=== Data supplied ===

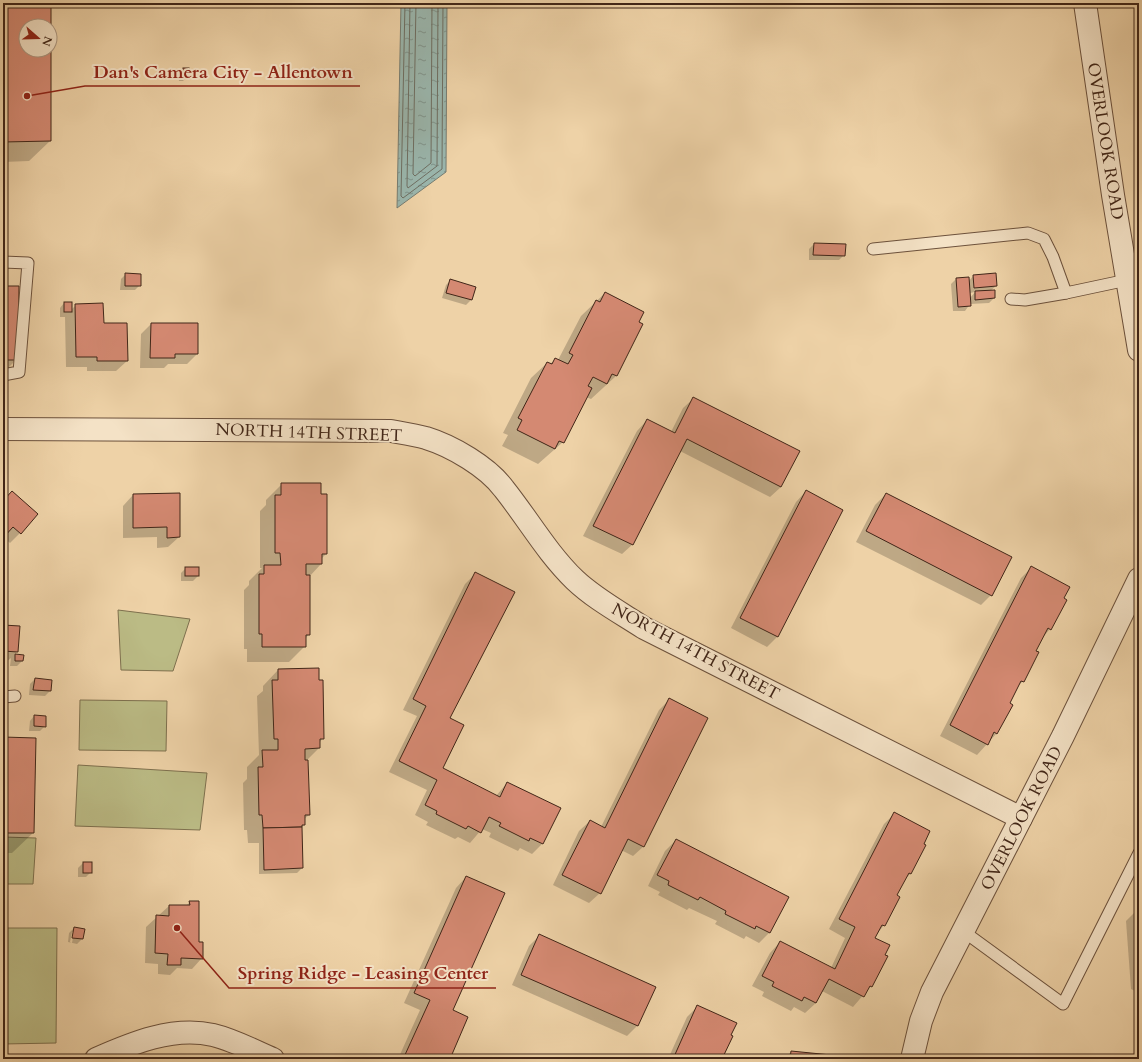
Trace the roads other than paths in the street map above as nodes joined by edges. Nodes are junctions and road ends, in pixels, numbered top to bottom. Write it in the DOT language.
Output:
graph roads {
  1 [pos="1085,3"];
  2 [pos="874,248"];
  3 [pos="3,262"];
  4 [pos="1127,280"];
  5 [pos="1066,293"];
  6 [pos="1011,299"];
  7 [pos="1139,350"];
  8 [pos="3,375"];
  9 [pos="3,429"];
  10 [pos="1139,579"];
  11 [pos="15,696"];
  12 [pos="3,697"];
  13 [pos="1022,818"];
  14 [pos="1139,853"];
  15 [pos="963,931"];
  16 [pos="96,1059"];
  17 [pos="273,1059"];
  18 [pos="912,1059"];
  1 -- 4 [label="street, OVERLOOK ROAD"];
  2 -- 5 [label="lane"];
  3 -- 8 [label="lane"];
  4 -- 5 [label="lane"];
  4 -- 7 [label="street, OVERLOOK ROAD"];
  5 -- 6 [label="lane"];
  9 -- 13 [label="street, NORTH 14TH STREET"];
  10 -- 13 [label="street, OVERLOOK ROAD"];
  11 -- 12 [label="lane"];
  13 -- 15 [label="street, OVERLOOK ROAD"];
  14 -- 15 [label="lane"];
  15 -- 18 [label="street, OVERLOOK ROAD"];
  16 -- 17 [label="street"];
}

===

— Required work —
Every record above must be repeated exactly, with the pictures dropped.

— Answer —
Trace the roads other than paths in the street map above as nodes joined by edges. Nodes are junctions and road ends, in pixels, numbered top to bottom. Write it in the DOT language.
Output:
graph roads {
  1 [pos="1085,3"];
  2 [pos="874,248"];
  3 [pos="3,262"];
  4 [pos="1127,280"];
  5 [pos="1066,293"];
  6 [pos="1011,299"];
  7 [pos="1139,350"];
  8 [pos="3,375"];
  9 [pos="3,429"];
  10 [pos="1139,579"];
  11 [pos="15,696"];
  12 [pos="3,697"];
  13 [pos="1022,818"];
  14 [pos="1139,853"];
  15 [pos="963,931"];
  16 [pos="96,1059"];
  17 [pos="273,1059"];
  18 [pos="912,1059"];
  1 -- 4 [label="street, OVERLOOK ROAD"];
  2 -- 5 [label="lane"];
  3 -- 8 [label="lane"];
  4 -- 5 [label="lane"];
  4 -- 7 [label="street, OVERLOOK ROAD"];
  5 -- 6 [label="lane"];
  9 -- 13 [label="street, NORTH 14TH STREET"];
  10 -- 13 [label="street, OVERLOOK ROAD"];
  11 -- 12 [label="lane"];
  13 -- 15 [label="street, OVERLOOK ROAD"];
  14 -- 15 [label="lane"];
  15 -- 18 [label="street, OVERLOOK ROAD"];
  16 -- 17 [label="street"];
}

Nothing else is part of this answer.